[Cooper]

Hi,

In the reaction of isobutane with chlorine, my books says that isobutyl chloride forms more than tert-butyl chloride. I know that the reaction happens because a radical is left on a carbon of the isobutane after a chlorine removes a hydrogen. Then the radical on the carbon takes the other chlorine and bonds to it.

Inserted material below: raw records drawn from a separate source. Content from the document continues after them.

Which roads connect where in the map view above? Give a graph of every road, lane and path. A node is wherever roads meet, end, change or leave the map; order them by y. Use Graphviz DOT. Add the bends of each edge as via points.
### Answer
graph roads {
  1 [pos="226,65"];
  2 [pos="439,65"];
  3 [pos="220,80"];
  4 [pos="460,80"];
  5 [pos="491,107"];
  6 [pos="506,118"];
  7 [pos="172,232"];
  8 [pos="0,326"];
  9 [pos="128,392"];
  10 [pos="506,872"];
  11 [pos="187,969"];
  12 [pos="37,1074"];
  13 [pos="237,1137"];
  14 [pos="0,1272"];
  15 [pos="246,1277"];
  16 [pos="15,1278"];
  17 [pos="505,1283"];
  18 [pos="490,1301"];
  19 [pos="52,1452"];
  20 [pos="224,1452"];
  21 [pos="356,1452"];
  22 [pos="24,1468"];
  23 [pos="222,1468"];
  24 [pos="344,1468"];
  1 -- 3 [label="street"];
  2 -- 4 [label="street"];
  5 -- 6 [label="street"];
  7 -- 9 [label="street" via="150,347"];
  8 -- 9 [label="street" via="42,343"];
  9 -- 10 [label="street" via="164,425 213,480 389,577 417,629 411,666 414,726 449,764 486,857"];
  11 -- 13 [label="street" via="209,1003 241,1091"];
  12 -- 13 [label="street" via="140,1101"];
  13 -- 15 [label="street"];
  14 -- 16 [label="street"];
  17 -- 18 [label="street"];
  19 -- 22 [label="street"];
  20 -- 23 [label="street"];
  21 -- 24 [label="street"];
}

Radicals on tertiary carbons are more stable than radicals on primary carbons, which means that hydrogens attached to tertiary carbons are weaker, because when they get taken off, the radical that remains it the most stable. So if this is true, why doesn't tert-butyl chloride form more than isobutyl chloride?

Thanks,
~Cooper

*the pic. is from my textbook, Organic Chemistry, 10th edition, by Solomons and Fryhle

[discodermolide]

Perhaps this is a question about the reaction rates. Because the tertiary radical is more stable it reacts slower then the primary radical?
What do you think?

[Cooper]

That makes sense! Thank you I hadn't thought about how the rates might occur.

~Cooper

[fledarmus]

Actually, in this case I believe it is more a simple numbers problem. The chlorine radicals are very reactive, and faced with a choice of nine primary and only one tertiary hydrogen to pull, they end up snagging a lot of primary hydrogens.

As you go to less reactive radicals you can increase the selectivity of the reaction.

[curiouscat]

My reasoning was in terms of numbers: How many ways do you have to lose a H leading to tert vs iso?

1:9. So a probabilistic win favoring iso.

Maybe if you multiply the relative stabilities by relative probabilities you'll get  better approximation?

[Cooper]

That makes sense too, thanks

~Cooper

[orgopete]

Actually, in this case I believe it is more a simple numbers problem. The chlorine radicals are very reactive, and faced with a choice of nine primary and only one tertiary hydrogen to pull, they end up snagging a lot of primary hydrogens.

As you go to less reactive radicals you can increase the selectivity of the reaction.

This is the correct answer. A more stable radical, will be more selective. Fluorine radicals are very nonselective, bromine are quite selective, and iodine are to stable to react. Chlorine are between fluorine and bromine. Chlorine has sufficient reactivity, that even though a tertiary is favored, and occurs more rapidly, it has enough reactivity to abstract a hydrogen from a methyl group. Given they are in greater abundance, they form a significant amount of the product.